February 15, 2013
Some Charlottesville residents say it's time to take jail time off the table when it comes to marijuana.
"It's really hard for me to believe many people in our community, or our society anymore, believe jail is the appropriate response to somebody caught with a marijuana joint," said Jeffrey Fogel, a Charlottesville attorney.
Fogel is pushing for city councilors to adopt the Marijuana Ordinance. But not everybody thinks penalties need to change, including local law enforcement officers. Charlottesville Police Chief Timothy Longo said a marijuana arrest is usually made when other criminal activity is going on.
"Most of the possession cases, particularly marijuana, either are resolved by a citation...or the marijuana arrest is discovered because of some other incident," Longo said. "So is a lot of time being spent from an enforcement standpoint on the possession of marijuana? Probably not."

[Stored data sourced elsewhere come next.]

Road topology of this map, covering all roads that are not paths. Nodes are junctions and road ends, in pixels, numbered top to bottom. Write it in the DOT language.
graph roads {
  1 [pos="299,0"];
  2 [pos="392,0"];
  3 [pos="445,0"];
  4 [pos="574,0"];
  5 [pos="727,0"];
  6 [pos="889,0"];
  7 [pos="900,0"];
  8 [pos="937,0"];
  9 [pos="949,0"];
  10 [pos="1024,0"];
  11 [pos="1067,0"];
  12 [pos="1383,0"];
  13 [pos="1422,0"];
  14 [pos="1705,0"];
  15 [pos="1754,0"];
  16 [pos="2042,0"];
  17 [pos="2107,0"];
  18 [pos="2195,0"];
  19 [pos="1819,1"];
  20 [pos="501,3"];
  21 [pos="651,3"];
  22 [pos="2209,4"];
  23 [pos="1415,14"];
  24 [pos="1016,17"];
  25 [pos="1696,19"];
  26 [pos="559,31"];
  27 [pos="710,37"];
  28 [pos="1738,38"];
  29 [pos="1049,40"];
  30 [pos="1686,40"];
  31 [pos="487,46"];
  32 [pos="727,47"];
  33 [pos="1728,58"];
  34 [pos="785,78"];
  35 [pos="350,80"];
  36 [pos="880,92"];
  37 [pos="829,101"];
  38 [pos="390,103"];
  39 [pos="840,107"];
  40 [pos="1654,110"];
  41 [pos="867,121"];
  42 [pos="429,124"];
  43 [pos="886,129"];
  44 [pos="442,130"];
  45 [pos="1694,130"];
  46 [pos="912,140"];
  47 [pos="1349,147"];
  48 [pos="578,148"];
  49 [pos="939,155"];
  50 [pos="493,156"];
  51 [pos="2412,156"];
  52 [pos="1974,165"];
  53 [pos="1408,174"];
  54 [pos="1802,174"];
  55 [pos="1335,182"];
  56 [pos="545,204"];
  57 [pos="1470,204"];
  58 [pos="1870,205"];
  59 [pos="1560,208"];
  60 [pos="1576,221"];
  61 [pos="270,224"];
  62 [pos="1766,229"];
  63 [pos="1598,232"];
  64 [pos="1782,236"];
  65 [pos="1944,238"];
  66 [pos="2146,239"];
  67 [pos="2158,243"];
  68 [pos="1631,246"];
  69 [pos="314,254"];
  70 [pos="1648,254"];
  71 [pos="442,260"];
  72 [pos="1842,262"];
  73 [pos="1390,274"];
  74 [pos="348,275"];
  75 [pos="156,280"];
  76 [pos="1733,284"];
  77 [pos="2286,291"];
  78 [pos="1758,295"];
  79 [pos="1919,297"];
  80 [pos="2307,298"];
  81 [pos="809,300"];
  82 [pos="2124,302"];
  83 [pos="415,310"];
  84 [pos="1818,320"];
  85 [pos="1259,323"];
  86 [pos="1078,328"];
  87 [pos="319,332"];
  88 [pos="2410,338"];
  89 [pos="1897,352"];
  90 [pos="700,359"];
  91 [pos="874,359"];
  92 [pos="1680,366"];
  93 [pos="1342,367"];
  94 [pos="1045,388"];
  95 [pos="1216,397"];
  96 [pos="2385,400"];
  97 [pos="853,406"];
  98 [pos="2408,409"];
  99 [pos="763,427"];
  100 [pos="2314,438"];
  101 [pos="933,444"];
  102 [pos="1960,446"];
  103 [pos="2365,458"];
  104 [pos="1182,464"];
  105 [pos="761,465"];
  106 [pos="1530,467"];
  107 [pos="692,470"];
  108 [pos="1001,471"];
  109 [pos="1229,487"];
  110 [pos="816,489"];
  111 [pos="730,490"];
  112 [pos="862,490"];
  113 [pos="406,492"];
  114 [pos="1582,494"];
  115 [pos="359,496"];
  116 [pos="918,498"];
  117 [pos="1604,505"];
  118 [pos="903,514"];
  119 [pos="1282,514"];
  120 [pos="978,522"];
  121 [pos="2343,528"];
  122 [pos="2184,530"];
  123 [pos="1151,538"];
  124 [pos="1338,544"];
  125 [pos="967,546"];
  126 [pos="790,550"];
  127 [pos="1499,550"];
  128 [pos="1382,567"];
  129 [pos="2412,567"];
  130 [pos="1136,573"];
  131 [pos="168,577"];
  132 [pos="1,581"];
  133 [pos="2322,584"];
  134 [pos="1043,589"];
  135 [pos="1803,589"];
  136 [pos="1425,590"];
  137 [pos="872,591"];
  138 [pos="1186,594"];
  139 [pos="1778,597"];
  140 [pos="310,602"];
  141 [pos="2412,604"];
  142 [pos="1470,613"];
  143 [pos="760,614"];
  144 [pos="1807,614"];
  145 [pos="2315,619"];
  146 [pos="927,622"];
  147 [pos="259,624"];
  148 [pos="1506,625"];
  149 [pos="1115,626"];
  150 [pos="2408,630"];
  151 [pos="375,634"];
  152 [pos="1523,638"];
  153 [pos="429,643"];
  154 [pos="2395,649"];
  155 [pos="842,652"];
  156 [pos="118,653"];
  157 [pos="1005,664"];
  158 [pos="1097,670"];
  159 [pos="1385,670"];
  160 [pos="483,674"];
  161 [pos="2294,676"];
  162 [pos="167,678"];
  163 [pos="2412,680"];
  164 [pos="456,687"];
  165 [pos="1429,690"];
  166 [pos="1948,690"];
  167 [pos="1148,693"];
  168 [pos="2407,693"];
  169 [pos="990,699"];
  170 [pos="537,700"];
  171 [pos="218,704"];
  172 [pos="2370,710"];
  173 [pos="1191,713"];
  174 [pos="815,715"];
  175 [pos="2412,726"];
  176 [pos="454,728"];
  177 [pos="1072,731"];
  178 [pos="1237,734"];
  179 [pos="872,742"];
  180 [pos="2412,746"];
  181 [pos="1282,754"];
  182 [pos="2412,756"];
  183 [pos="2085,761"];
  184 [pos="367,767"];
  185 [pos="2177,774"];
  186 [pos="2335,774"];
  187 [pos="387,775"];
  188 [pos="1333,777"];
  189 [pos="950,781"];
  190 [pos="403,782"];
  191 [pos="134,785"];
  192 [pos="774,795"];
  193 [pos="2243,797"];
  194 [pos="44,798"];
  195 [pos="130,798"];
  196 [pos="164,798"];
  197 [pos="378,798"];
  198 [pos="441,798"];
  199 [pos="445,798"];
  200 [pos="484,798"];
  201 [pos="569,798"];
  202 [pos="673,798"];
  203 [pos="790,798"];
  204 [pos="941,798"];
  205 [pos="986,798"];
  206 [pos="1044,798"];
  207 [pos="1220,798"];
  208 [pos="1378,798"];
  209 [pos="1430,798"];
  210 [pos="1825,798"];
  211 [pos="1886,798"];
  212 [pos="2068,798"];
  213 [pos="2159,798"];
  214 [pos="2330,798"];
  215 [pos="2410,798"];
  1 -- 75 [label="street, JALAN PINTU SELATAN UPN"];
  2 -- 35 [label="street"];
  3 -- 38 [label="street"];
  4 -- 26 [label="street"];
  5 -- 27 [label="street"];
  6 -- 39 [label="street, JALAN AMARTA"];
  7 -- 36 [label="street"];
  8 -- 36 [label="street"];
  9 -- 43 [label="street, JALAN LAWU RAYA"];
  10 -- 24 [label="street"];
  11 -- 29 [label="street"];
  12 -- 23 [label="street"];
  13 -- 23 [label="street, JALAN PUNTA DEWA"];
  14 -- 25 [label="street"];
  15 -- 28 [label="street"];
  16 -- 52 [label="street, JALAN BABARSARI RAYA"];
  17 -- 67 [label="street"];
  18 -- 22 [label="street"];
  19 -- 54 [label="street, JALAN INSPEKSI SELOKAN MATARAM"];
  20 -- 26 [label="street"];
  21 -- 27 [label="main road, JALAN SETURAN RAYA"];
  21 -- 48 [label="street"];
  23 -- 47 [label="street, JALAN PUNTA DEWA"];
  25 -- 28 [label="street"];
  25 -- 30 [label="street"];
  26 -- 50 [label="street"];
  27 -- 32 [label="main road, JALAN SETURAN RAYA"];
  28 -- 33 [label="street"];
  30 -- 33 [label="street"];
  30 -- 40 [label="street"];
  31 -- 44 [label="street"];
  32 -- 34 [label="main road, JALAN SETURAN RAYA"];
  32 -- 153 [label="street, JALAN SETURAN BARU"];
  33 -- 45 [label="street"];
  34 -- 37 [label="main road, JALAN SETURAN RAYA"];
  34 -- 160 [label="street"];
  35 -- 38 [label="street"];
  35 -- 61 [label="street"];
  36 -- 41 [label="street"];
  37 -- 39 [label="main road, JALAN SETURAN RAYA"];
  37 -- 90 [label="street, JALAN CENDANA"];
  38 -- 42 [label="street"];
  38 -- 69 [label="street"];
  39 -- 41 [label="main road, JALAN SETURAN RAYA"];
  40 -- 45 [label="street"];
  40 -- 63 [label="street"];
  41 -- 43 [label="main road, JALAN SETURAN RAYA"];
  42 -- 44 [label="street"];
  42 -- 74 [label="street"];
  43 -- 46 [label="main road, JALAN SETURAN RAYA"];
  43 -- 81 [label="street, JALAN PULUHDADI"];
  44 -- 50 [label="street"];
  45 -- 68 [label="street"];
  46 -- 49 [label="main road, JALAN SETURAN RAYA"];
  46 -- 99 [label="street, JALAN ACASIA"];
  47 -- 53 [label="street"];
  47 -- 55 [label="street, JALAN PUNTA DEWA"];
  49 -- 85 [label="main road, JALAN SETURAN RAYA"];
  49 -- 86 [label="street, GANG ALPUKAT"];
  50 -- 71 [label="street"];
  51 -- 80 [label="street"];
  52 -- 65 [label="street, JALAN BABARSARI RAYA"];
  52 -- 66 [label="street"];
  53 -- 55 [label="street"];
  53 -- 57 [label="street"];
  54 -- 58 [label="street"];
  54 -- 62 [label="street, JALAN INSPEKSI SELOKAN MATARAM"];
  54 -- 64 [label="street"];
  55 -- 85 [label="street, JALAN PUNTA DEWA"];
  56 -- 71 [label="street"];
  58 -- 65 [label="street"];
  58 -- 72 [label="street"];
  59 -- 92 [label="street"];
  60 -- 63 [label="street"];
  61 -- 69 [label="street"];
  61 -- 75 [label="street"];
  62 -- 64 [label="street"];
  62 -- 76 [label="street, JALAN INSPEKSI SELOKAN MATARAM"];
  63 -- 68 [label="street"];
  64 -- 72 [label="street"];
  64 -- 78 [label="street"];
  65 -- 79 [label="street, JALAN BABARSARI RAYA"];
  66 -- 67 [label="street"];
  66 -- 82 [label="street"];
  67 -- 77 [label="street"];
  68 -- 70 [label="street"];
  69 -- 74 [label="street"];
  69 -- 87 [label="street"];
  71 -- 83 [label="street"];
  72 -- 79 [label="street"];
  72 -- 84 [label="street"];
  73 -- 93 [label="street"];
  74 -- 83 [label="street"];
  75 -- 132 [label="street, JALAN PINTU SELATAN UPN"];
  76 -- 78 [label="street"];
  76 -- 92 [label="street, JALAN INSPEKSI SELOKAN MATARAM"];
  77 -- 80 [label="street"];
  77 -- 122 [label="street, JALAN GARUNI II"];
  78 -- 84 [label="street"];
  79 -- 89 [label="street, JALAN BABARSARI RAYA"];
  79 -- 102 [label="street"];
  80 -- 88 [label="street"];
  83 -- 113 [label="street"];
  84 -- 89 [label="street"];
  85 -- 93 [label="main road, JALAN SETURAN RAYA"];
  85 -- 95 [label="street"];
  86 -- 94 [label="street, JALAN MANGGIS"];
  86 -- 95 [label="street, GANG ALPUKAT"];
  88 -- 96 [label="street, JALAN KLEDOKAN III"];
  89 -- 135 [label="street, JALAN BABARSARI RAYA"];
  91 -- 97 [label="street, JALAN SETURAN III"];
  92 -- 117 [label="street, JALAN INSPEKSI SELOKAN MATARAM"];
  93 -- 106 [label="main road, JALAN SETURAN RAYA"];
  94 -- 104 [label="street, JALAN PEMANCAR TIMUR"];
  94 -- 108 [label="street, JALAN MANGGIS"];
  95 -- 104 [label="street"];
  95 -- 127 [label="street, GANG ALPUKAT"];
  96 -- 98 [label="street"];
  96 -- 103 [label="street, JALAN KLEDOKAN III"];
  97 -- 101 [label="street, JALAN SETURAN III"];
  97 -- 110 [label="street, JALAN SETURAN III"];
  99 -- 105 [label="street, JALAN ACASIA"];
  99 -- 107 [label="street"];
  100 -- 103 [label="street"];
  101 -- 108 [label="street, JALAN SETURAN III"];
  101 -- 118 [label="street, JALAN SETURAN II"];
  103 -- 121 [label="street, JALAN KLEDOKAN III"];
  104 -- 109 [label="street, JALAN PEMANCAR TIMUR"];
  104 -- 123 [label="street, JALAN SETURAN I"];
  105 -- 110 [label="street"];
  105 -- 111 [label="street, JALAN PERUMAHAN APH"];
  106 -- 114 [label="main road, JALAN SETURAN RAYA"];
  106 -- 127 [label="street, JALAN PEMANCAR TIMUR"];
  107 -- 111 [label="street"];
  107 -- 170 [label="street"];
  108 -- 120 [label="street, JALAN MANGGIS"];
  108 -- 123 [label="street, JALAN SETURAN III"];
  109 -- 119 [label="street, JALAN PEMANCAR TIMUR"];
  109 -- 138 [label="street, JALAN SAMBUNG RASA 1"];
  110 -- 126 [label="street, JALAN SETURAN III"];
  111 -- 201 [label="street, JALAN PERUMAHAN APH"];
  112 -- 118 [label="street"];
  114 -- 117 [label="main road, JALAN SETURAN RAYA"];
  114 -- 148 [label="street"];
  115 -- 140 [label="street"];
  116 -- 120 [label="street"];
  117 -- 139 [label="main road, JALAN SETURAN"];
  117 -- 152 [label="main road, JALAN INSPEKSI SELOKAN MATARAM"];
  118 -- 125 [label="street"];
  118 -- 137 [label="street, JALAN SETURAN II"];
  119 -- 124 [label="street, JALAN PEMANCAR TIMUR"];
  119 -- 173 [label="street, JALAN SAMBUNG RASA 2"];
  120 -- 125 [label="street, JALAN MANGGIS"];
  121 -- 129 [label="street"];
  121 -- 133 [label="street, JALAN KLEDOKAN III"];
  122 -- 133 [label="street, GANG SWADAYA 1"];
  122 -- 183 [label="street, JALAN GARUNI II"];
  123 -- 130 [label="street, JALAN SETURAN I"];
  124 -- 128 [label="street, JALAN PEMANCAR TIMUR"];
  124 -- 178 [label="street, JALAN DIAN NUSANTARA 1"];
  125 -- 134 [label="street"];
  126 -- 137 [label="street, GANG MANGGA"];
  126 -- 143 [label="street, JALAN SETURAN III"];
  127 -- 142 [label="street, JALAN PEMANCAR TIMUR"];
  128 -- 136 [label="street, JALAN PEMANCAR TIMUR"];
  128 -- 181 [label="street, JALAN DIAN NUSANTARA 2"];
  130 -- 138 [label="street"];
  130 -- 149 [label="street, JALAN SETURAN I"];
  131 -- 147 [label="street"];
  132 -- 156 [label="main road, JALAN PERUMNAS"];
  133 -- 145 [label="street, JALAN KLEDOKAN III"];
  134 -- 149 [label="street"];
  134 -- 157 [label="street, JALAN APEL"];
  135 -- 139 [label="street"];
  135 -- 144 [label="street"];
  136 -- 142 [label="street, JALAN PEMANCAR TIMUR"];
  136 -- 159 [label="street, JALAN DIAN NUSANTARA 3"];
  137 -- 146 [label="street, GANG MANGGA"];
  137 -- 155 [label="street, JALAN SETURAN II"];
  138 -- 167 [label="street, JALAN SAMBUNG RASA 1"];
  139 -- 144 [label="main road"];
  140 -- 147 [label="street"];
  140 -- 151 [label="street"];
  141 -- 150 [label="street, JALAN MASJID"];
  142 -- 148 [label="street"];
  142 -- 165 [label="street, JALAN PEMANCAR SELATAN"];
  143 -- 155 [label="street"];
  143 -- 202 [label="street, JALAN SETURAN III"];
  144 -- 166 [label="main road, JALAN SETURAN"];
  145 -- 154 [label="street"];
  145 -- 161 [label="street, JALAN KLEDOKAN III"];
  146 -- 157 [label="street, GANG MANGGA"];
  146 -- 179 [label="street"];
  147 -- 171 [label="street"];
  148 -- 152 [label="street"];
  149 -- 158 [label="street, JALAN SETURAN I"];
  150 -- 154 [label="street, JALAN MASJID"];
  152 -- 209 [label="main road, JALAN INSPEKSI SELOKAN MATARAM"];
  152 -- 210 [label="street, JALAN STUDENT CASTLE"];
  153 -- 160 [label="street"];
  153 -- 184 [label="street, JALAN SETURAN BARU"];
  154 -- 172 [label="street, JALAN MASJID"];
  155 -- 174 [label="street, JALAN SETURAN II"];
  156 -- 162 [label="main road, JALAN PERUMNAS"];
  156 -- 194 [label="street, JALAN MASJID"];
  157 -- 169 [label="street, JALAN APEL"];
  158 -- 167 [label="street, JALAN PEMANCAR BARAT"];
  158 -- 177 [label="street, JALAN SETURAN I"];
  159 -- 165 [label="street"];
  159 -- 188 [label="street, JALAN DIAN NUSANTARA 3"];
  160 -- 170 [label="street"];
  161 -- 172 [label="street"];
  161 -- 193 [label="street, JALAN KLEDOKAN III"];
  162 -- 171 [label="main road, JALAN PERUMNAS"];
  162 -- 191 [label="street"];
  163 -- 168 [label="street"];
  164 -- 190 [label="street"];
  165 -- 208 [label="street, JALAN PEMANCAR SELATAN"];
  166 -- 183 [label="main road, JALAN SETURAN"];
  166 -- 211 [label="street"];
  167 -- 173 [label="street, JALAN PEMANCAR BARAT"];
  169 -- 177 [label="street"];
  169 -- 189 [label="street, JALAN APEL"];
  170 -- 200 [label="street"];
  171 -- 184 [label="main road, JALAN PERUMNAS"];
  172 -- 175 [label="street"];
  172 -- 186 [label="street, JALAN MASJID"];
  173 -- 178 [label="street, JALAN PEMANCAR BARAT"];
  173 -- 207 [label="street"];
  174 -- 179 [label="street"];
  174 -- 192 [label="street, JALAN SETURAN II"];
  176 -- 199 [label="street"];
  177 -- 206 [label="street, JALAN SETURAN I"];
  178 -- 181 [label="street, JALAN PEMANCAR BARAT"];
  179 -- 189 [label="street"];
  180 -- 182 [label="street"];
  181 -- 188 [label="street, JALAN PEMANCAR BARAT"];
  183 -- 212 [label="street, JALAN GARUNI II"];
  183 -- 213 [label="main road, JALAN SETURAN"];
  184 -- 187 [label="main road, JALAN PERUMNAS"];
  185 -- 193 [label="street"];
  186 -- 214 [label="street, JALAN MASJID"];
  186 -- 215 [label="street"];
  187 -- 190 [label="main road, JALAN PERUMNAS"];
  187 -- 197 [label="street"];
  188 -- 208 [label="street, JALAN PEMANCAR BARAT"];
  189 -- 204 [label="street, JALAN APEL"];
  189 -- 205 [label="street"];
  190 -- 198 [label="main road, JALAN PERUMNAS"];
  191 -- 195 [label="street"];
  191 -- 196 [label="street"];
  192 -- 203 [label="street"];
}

Police arrest records show between 2005 and 2010, between 100 and 150 people are arrested for possession of marijuana each year in Charlottesville. But Fogel says the racial disparity in those arrest statistics is alarming.
"More than 55 percent of those people are African American, while the population of African Americans here in our community is only 20 percent," Fogel said. "Something is rotten in Denmark."
Supporters of the marijuana ordinance plan to speak out during the city council meeting Tuesday. "I want to urge people, whether they smoke marijuana or not, to come down to the city council meeting and support us in our efforts," Fogel said.
Fogel has one goal with the marijuana ordinance; "Simply to get jail off the table and get the focus of our attention on young people and the public health issues involved and not using the criminal law to solve a public health problem."
Under the proposed ordinance, a marijuana possession conviction would result in a maximum penalty of a $250 dollar fine, a loss of drivers license for six months, and no time in jail.